## WHAT THE EXERCISE ASKS
An exact, complete copy of the entries is what is needed.

## Collected data
_ _ _
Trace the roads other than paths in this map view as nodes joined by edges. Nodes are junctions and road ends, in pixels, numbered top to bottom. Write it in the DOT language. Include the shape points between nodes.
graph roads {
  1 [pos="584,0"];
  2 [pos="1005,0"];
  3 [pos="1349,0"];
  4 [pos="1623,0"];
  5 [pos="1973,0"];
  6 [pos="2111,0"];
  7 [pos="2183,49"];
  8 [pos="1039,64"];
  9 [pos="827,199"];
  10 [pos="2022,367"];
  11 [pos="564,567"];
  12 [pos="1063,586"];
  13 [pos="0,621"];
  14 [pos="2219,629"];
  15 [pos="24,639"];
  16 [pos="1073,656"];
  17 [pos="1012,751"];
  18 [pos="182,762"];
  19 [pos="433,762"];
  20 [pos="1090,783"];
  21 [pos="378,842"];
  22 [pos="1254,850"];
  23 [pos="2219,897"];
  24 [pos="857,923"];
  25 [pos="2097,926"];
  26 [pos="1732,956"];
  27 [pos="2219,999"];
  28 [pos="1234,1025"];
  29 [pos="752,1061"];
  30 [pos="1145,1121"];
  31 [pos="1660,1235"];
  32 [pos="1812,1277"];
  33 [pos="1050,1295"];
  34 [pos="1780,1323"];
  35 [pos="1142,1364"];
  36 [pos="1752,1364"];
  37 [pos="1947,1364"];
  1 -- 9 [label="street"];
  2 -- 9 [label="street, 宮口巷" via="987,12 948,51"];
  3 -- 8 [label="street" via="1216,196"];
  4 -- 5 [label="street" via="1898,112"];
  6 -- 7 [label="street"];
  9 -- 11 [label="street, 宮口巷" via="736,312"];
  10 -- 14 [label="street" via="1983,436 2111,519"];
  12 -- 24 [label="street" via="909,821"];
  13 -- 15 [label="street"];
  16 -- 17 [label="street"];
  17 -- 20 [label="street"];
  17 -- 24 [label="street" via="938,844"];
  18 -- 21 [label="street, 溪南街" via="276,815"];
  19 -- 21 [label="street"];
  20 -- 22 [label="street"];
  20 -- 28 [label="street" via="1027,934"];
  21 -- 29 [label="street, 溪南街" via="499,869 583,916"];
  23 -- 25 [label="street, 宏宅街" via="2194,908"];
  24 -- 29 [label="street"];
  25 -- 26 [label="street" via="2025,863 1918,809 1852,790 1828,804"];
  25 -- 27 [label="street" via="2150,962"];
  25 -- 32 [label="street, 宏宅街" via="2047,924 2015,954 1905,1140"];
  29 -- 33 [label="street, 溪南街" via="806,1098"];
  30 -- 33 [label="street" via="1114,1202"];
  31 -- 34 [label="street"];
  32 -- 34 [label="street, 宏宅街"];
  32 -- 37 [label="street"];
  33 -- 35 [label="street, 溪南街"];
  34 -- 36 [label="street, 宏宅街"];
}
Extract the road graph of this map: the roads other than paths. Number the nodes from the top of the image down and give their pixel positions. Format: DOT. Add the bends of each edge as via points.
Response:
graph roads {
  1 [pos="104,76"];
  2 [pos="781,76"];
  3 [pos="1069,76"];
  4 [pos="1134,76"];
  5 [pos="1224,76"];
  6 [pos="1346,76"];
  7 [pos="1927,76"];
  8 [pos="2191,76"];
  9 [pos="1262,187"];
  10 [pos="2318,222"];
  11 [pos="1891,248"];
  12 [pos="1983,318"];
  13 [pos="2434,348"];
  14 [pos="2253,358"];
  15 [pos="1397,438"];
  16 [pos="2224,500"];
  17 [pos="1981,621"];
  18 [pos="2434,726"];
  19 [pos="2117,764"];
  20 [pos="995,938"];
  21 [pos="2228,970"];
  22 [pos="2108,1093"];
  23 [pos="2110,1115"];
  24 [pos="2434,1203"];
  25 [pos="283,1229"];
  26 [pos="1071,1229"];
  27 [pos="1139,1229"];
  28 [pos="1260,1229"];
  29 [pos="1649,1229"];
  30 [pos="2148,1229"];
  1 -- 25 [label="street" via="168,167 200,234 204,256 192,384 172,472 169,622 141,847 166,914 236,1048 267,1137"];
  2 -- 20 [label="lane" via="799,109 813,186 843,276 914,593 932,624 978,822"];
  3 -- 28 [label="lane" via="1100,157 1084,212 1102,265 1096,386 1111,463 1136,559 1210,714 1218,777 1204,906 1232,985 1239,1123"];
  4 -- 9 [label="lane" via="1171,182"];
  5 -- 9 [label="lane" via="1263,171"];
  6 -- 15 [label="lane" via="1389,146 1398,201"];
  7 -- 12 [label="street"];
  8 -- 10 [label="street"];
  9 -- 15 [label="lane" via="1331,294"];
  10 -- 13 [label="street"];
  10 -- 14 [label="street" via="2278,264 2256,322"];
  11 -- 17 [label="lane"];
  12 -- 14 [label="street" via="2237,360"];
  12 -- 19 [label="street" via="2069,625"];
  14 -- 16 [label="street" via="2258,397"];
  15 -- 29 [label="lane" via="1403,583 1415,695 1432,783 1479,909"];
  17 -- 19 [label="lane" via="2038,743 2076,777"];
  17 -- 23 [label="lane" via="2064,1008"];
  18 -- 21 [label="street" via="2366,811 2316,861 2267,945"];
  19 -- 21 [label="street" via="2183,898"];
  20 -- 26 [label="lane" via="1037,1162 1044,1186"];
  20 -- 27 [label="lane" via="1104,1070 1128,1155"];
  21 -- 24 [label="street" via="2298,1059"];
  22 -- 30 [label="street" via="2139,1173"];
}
_ _ _
## ANSWER TO THE EXERCISE
Trace the roads other than paths in this map view as nodes joined by edges. Nodes are junctions and road ends, in pixels, numbered top to bottom. Write it in the DOT language. Include the shape points between nodes.
graph roads {
  1 [pos="584,0"];
  2 [pos="1005,0"];
  3 [pos="1349,0"];
  4 [pos="1623,0"];
  5 [pos="1973,0"];
  6 [pos="2111,0"];
  7 [pos="2183,49"];
  8 [pos="1039,64"];
  9 [pos="827,199"];
  10 [pos="2022,367"];
  11 [pos="564,567"];
  12 [pos="1063,586"];
  13 [pos="0,621"];
  14 [pos="2219,629"];
  15 [pos="24,639"];
  16 [pos="1073,656"];
  17 [pos="1012,751"];
  18 [pos="182,762"];
  19 [pos="433,762"];
  20 [pos="1090,783"];
  21 [pos="378,842"];
  22 [pos="1254,850"];
  23 [pos="2219,897"];
  24 [pos="857,923"];
  25 [pos="2097,926"];
  26 [pos="1732,956"];
  27 [pos="2219,999"];
  28 [pos="1234,1025"];
  29 [pos="752,1061"];
  30 [pos="1145,1121"];
  31 [pos="1660,1235"];
  32 [pos="1812,1277"];
  33 [pos="1050,1295"];
  34 [pos="1780,1323"];
  35 [pos="1142,1364"];
  36 [pos="1752,1364"];
  37 [pos="1947,1364"];
  1 -- 9 [label="street"];
  2 -- 9 [label="street, 宮口巷" via="987,12 948,51"];
  3 -- 8 [label="street" via="1216,196"];
  4 -- 5 [label="street" via="1898,112"];
  6 -- 7 [label="street"];
  9 -- 11 [label="street, 宮口巷" via="736,312"];
  10 -- 14 [label="street" via="1983,436 2111,519"];
  12 -- 24 [label="street" via="909,821"];
  13 -- 15 [label="street"];
  16 -- 17 [label="street"];
  17 -- 20 [label="street"];
  17 -- 24 [label="street" via="938,844"];
  18 -- 21 [label="street, 溪南街" via="276,815"];
  19 -- 21 [label="street"];
  20 -- 22 [label="street"];
  20 -- 28 [label="street" via="1027,934"];
  21 -- 29 [label="street, 溪南街" via="499,869 583,916"];
  23 -- 25 [label="street, 宏宅街" via="2194,908"];
  24 -- 29 [label="street"];
  25 -- 26 [label="street" via="2025,863 1918,809 1852,790 1828,804"];
  25 -- 27 [label="street" via="2150,962"];
  25 -- 32 [label="street, 宏宅街" via="2047,924 2015,954 1905,1140"];
  29 -- 33 [label="street, 溪南街" via="806,1098"];
  30 -- 33 [label="street" via="1114,1202"];
  31 -- 34 [label="street"];
  32 -- 34 [label="street, 宏宅街"];
  32 -- 37 [label="street"];
  33 -- 35 [label="street, 溪南街"];
  34 -- 36 [label="street, 宏宅街"];
}
Extract the road graph of this map: the roads other than paths. Number the nodes from the top of the image down and give their pixel positions. Format: DOT. Add the bends of each edge as via points.
Response:
graph roads {
  1 [pos="104,76"];
  2 [pos="781,76"];
  3 [pos="1069,76"];
  4 [pos="1134,76"];
  5 [pos="1224,76"];
  6 [pos="1346,76"];
  7 [pos="1927,76"];
  8 [pos="2191,76"];
  9 [pos="1262,187"];
  10 [pos="2318,222"];
  11 [pos="1891,248"];
  12 [pos="1983,318"];
  13 [pos="2434,348"];
  14 [pos="2253,358"];
  15 [pos="1397,438"];
  16 [pos="2224,500"];
  17 [pos="1981,621"];
  18 [pos="2434,726"];
  19 [pos="2117,764"];
  20 [pos="995,938"];
  21 [pos="2228,970"];
  22 [pos="2108,1093"];
  23 [pos="2110,1115"];
  24 [pos="2434,1203"];
  25 [pos="283,1229"];
  26 [pos="1071,1229"];
  27 [pos="1139,1229"];
  28 [pos="1260,1229"];
  29 [pos="1649,1229"];
  30 [pos="2148,1229"];
  1 -- 25 [label="street" via="168,167 200,234 204,256 192,384 172,472 169,622 141,847 166,914 236,1048 267,1137"];
  2 -- 20 [label="lane" via="799,109 813,186 843,276 914,593 932,624 978,822"];
  3 -- 28 [label="lane" via="1100,157 1084,212 1102,265 1096,386 1111,463 1136,559 1210,714 1218,777 1204,906 1232,985 1239,1123"];
  4 -- 9 [label="lane" via="1171,182"];
  5 -- 9 [label="lane" via="1263,171"];
  6 -- 15 [label="lane" via="1389,146 1398,201"];
  7 -- 12 [label="street"];
  8 -- 10 [label="street"];
  9 -- 15 [label="lane" via="1331,294"];
  10 -- 13 [label="street"];
  10 -- 14 [label="street" via="2278,264 2256,322"];
  11 -- 17 [label="lane"];
  12 -- 14 [label="street" via="2237,360"];
  12 -- 19 [label="street" via="2069,625"];
  14 -- 16 [label="street" via="2258,397"];
  15 -- 29 [label="lane" via="1403,583 1415,695 1432,783 1479,909"];
  17 -- 19 [label="lane" via="2038,743 2076,777"];
  17 -- 23 [label="lane" via="2064,1008"];
  18 -- 21 [label="street" via="2366,811 2316,861 2267,945"];
  19 -- 21 [label="street" via="2183,898"];
  20 -- 26 [label="lane" via="1037,1162 1044,1186"];
  20 -- 27 [label="lane" via="1104,1070 1128,1155"];
  21 -- 24 [label="street" via="2298,1059"];
  22 -- 30 [label="street" via="2139,1173"];
}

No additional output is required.